Dann poppt wieder dieses permanente Bekenntnis auf: "Warum ich schreibe?" (73) Zu dieser rhetorischen Überlegung gibt es jeden Tag eine andere Antwort. Da die Antwort meist kleiner als die Frage ist, muss sie stets neu gestellt werden. Eine Erklärungsdosis für einen Tag lautet etwa: "Weil ich Ordnung ins Chaos schreiben will." Diese Überlegungen führen zwangsläufig zum Literaturbetrieb, in dem es nicht leicht ist, Halt zu finden. Vielleicht geht es im vom Markt gesteuerten Geschehen ähnlich archaisch zu wie beim Stierkampf, die verpönten Gesten schlagen als Tradition durch. Das Glück wäre dann, das Horn eines Stiers zu fassen, ohne dass es vom Stier abbricht und zur Trophäe wird.
In die Suite sind Pläne, Strategien und Stoffe eingearbeitet, die das Werk in einem permanenten Zustand der Unvollkommenheit zeigen. Eine größere Erzählung "Das Eigene" unterstützt die Gedankensuite als handfester Textstoff.

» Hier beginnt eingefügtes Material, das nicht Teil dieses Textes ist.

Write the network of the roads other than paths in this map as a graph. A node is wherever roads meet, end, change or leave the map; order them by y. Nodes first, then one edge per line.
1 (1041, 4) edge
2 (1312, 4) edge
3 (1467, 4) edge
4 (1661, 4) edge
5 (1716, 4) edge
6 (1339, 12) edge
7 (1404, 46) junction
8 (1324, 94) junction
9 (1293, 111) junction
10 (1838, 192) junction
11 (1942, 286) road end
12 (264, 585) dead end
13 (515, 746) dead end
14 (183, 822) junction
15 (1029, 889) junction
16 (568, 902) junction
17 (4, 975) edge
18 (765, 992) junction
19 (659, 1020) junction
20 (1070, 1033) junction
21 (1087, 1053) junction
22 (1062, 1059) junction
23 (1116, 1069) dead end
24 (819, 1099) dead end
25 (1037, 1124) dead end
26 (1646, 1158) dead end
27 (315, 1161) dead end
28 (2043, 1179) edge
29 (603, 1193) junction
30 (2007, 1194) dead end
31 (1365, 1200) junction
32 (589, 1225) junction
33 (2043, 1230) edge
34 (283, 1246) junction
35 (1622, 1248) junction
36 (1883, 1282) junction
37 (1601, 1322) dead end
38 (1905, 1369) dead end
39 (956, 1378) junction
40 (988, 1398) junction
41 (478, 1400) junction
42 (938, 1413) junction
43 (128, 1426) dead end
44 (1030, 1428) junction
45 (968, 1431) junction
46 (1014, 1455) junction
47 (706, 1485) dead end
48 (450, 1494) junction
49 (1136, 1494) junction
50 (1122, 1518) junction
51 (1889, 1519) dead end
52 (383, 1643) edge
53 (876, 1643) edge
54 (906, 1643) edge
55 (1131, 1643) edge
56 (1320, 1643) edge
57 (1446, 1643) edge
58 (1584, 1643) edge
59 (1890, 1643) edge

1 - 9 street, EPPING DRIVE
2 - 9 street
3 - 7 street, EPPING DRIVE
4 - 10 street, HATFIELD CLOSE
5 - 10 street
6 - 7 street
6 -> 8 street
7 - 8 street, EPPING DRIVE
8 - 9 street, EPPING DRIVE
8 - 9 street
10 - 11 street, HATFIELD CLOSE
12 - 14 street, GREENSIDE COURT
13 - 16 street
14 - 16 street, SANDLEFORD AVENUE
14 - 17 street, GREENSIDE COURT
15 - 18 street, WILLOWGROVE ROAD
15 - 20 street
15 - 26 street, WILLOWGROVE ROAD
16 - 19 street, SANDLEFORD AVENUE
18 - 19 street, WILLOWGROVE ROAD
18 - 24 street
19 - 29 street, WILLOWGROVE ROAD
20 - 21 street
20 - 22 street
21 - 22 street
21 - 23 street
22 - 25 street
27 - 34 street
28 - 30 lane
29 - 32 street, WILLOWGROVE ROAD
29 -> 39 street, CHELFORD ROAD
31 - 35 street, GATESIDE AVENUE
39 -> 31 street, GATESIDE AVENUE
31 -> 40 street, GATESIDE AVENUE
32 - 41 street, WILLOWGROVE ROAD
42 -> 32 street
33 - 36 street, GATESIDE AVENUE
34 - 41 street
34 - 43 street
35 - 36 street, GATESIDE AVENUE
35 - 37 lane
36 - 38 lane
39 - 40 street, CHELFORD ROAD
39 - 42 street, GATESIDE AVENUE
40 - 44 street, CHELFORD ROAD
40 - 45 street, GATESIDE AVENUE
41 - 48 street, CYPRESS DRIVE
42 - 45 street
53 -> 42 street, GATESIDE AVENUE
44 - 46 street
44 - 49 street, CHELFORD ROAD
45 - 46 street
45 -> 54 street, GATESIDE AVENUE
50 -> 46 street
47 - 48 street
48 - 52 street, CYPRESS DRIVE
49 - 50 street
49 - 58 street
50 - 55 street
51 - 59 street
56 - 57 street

Als Leser erschrickt man über das eigene Leseverhalten, das dem Autor oft nicht gerecht wird, weil das pragmatisch geschulte Auge im Scannbetrieb die Nuancen der Entstehung leicht beiseite lässt. Vieles, was den Autor quält und jahrelang grübeln lässt, findet man als Leser nicht der Rede wert, weil man es andernorts schon gelesen und für sich bearbeitet hat. Die Konnotationen des Schreibers passen selten mit jenen des Lesers zusammen. Aber diesen Vorgang kann man ja auch als geduldiges Tauschgeschäft auffassen. Ich achte nicht auf deine Absichten beim Schreiben, dafür brauchst du nicht auf meine Zusatzerlebnisse beim Lesen achten. Der Text verbindet uns als schmaler Steg, während sich links und rechts individuell gestaltete Schluchten auftun.
Peter Simon Altmanns subjektiv eingespielter Essay transportiert erstaunlich viele objektive Thesen. Dafür, dass er phasenweise autobiographisch angelegt ist, vermittelt er eine starke, öffentlich darstellbare Theorie.